Una mujer desesperada escribe al doctor Cariño de la Cuarta para contar la historia en la que se encuentra envuelta, acaso por esas casualidades de la existencia.

Relata Manena que todo partió cuando un pariente sanguíneo llegó del norte hace dos meses. Al principio- dice- no quería acogerlo, pero tanto insistió su propio marido que terminó por darle techo.

Explica la mujer -que ya advertía las consecuencias- que su negativa pasaba porque con sólo mirarlo, el primo en cuestión denotaba que era un semental.

“Lo traté re mal, lo basureaba y agachaba la cabeza hasta que un día lo humillé tanto, que se bajó los pantalones y vi la cosa más impresionante de mi vida.
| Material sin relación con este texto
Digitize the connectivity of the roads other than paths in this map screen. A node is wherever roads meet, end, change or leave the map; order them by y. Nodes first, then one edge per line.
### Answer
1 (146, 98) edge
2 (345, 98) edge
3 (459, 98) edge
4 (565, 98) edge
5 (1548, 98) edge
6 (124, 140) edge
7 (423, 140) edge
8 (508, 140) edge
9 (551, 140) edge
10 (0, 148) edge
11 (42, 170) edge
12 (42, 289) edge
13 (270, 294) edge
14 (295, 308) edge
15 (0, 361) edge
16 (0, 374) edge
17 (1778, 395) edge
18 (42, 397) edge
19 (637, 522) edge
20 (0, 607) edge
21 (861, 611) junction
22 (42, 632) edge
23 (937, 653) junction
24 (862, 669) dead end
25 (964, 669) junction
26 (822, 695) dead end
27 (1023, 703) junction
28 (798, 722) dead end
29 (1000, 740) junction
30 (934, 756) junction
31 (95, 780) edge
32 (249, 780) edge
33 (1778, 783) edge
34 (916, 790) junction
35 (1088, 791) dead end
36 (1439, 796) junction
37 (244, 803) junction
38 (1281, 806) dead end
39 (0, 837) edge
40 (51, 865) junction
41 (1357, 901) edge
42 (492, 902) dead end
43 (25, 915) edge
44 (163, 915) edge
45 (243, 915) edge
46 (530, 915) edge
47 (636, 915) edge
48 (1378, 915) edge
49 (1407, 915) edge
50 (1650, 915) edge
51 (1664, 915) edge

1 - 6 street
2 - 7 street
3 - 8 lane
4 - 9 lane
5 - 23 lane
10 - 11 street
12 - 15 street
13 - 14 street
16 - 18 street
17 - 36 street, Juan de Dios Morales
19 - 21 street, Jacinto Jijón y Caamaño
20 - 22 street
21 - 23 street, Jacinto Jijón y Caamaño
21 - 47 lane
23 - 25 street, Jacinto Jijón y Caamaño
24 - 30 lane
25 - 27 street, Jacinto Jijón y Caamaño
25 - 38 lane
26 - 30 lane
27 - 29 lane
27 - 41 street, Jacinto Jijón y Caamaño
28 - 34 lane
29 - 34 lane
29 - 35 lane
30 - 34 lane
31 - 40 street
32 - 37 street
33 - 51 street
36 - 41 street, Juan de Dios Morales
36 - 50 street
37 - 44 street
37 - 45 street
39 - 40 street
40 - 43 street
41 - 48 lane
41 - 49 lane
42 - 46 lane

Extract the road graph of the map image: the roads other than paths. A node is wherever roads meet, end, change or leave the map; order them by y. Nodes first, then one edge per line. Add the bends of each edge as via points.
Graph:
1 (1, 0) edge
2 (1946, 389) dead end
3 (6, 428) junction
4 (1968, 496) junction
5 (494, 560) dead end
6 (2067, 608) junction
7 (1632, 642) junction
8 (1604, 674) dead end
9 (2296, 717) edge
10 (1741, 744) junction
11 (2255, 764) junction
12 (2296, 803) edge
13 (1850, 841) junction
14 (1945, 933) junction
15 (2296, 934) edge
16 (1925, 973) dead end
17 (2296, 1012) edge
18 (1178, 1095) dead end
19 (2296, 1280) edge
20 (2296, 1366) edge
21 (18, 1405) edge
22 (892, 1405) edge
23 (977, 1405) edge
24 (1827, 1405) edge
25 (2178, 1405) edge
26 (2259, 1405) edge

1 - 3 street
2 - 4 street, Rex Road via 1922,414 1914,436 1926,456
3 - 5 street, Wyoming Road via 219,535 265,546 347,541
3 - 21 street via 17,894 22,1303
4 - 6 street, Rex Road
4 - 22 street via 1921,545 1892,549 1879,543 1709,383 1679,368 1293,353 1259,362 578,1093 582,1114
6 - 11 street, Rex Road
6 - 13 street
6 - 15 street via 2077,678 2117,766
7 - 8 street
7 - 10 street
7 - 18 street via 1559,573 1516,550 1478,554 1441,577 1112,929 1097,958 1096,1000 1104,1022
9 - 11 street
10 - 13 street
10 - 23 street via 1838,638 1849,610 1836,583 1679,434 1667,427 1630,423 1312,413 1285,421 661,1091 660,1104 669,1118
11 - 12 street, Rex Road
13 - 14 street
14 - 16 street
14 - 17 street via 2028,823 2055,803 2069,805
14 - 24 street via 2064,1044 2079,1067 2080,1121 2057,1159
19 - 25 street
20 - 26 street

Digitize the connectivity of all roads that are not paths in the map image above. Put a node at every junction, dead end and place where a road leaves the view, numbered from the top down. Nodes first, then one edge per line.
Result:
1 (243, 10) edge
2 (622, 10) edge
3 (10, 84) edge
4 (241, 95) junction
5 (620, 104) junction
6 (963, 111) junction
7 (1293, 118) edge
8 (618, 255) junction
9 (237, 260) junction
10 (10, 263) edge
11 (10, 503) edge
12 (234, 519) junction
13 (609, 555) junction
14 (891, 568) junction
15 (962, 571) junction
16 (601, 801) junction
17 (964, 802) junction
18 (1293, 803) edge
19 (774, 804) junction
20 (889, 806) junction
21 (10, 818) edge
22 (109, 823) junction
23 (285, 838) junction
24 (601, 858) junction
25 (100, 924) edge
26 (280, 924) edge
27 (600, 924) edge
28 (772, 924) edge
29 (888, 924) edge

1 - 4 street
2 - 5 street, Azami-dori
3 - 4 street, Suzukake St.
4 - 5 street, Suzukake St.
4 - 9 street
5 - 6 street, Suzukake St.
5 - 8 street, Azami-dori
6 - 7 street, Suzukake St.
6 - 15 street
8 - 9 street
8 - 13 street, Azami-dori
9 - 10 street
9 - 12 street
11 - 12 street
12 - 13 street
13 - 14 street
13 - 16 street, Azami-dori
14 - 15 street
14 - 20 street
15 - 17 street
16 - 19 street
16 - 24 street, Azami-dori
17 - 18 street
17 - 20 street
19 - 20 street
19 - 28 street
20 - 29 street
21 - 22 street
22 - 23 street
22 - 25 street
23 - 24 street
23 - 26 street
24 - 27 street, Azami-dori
Terminé de rodillas rendida a sus pies. Ahora es mi amante puertas adentro. Él no me busca, soy yo, no lo puedo evitar. Pero no quiero más. La otra vez quiso irse, pero no lo dejé, le imploré de rodillas y se quedó. ¿Cómo lo saco?” se pregunta angustiada.

En respuesta, el doctor de la Ventanita Sentimental señala lo extraño de la situación, esto en cuanto a que el venado del marido no se dé cuenta. “Mire, si sigue con la sinverguenzura de hacerse tira con el trípode nortino la van a pillar en pleno galope y ahí va a quedar la escoba”, sugiere.

“Mírese al espejo, pregúntese si ama a su marido o si ama al machote que le hace crujir los huesitos. Si lo suyo es ser hembra del sátiro, busque su destino con él, porque estoy seguro que al pobre gil que tiene de marido no lo ama para nada. Menos mal que no tienen críos, sino la cosa sería peluda. Ya. corte por lo sano y decídase de una vez”, cierra el consejero.